Ma tra le voci dei tanti genitori accalcati qui non tutti hanno soltanto parole di sollievo. Simona, da Roma, per tranquillizzare Rebecca è dovuta ricorrere alle conoscenze di suo marito, ex militare. E non si aspettava che la terza esperienza all’estero con il programma Onu per sua figlia, 16 anni, iscritta al Liceo Classico, potesse trasformarsi in un incubo. «Non avrebbero dovuto farli partire» tuona. «Sapevano che la situazione era delicata, mi chiedo perché non abbiano capito in tempo che non era il caso di questa volta». Rebecca racconta di aver preparato in fretta e furia un sacchetto con pochi averi, giusto documenti e spazzolino da denti, con cui insieme ai compagni è stata fatta scendere nel bunker dell’hotel, da cui poi sono stati trasferiti e infine scortati all’aeroporto, mentre tutto tremava e le esplosioni si facevano sempre più vicine. «Ormai siamo tranquilli- confessa pochi istanti prima che la ragazza compaia dalla porta a vetri- ma soprattutto per Sofia, la sorellina, saperla in pericolo è stata dura». Appena le forze dell’ordine lasciano passare i ragazzi si scatena un caos di abbracci, grida, pianti isterici.
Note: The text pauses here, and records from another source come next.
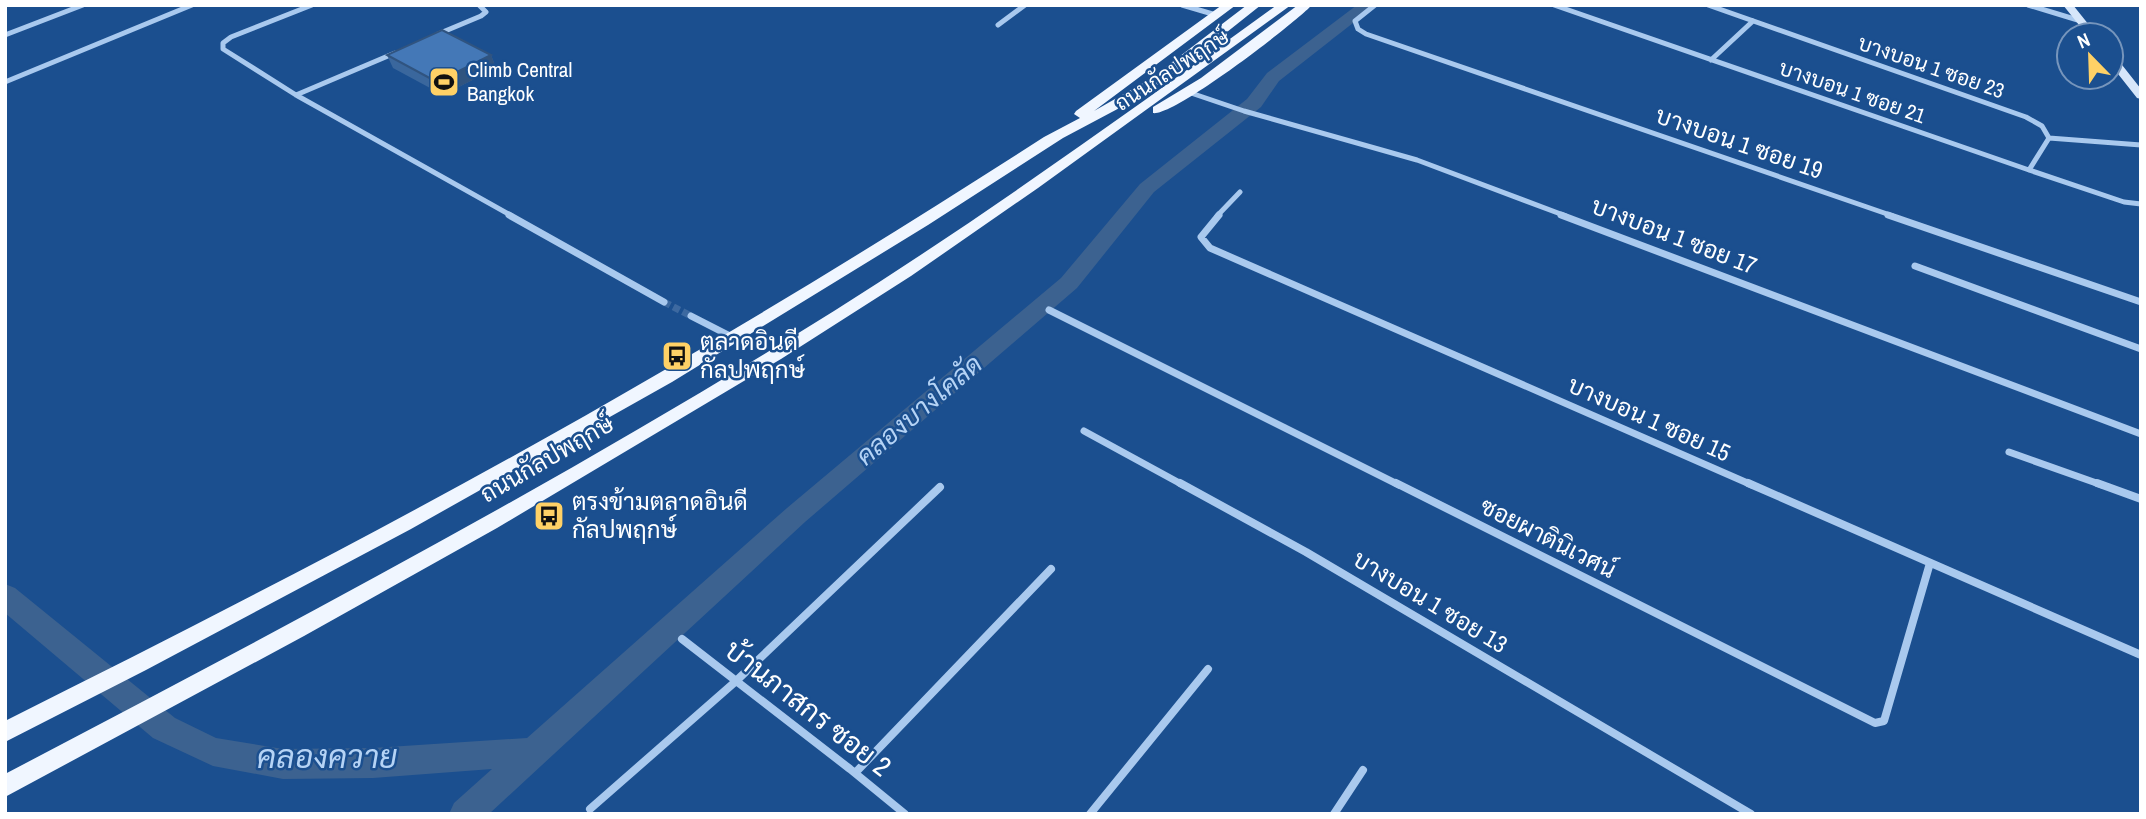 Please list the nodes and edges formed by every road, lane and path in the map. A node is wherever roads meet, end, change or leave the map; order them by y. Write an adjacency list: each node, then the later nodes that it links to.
1 (83, 5): 20 (street)
2 (192, 5): 25 (street)
3 (312, 5): 27 (street)
4 (479, 5): 21 (street)
5 (1025, 5): 19 (street)
6 (1182, 5): 16 (street)
7 (1230, 5): 16 (main road, ถนนกัลปพฤกษ์)
8 (1255, 5): 29 (main road, ถนนกัลปพฤกษ์)
9 (1285, 5): 31 (main road, ถนนกัลปพฤกษ์)
10 (1307, 5): 26 (main road, ถนนกัลปพฤกษ์)
11 (1375, 5): 38 (street, บางบอน 1 ซอย 19)
12 (1554, 5): 23 (street, บางบอน 1 ซอย 21)
13 (1708, 5): 17 (street, บางบอน 1 ซอย 23)
14 (2028, 5): 18 (street)
15 (2068, 5): 18 (main road)
16 (1216, 15): 29 (main road, ถนนกัลปพฤกษ์)
17 (1753, 21): 23 (street); 30 (street, บางบอน 1 ซอย 23)
18 (2081, 21)
19 (999, 25)
20 (5, 36)
21 (432, 37)
22 (407, 47): 27 (street)
23 (1711, 60): 33 (street, บางบอน 1 ซอย 21)
24 (2125, 76): 28 (main road)
25 (5, 82)
26 (1188, 92): 31 (main road, ถนนกัลปพฤกษ์); 44 (street, บางบอน 1 ซอย 17)
27 (296, 95): 37 (street)
28 (2141, 96)
29 (1069, 126): 41 (main road, ถนนกัลปพฤกษ์)
30 (2049, 138): 32 (street); 33 (street)
31 (1093, 144): 57 (main road, ถนนกัลปพฤกษ์)
32 (2141, 145)
33 (2029, 170): 35 (street, บางบอน 1 ซอย 21)
34 (1240, 192): 48 (street, บางบอน 1 ซอย 15)
35 (2141, 204)
36 (1915, 266): 42 (street)
37 (664, 302)
38 (2141, 302)
39 (1049, 310): 48 (street, ซอยผาตินิเวศน์)
40 (691, 316): 41 (street)
41 (734, 338): 54 (main road, ถนนกัลปพฤกษ์)
42 (2141, 349)
43 (1084, 431): 62 (street, บางบอน 1 ซอย 13)
44 (2141, 433)
45 (2008, 452): 47 (street)
46 (940, 487): 53 (street)
47 (2141, 499)
48 (1930, 563): 51 (street, บางบอน 1 ซอย 15)
49 (1051, 569): 56 (street)
50 (682, 639): 53 (street, บ้านภาสกร ซอย 2)
51 (2141, 655)
52 (1208, 669): 60 (street)
53 (735, 682): 56 (street, บ้านภาสกร ซอย 2); 58 (street)
54 (5, 732)
55 (1363, 770): 61 (street)
56 (857, 771): 59 (street, บ้านภาสกร ซอย 2)
57 (5, 786)
58 (590, 809)
59 (905, 814)
60 (1090, 814)
61 (1334, 814)
62 (1751, 814)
Tutti cercano di attirare l’attenzione del proprio congiunto che esce spaurito e sudato trascinandosi dietro la valigia. Pietro nota subito i suoi genitori e tra tutti si distingue perché il suo vocione risuona nel brusio indistinto della sala. «Ho mangiato una bella lasagna in aereo, non vedo l’ora di dormire nel mio letto» sono le sue prime parole mentre saluta mamma Daniela e papà Mauro venuti a prenderlo dal Veneto. È stato coraggioso. «Non ho mai avuto paura. Certo, la guerra l’ho sentita e ho visto anche qualche scia mentre ci trasferivano dal primo al secondo albergo. Ma ho cercato sempre di mantenere i nervi saldi, soprattutto per i miei compagni che invece erano davvero spaventati. La notte, mentre dormivamo, venivamo svegliati alle due dalla sirena e via giù nel sotterraneo. Nonostante quello che è successo però, e so che non si vive tutti i giorni, poteva andarci molto peggio. Tutti ci hanno rassicurato». Vivere la guerra mentre si va a scuola di diplomazia. È un’esperienza che non dimenticheranno.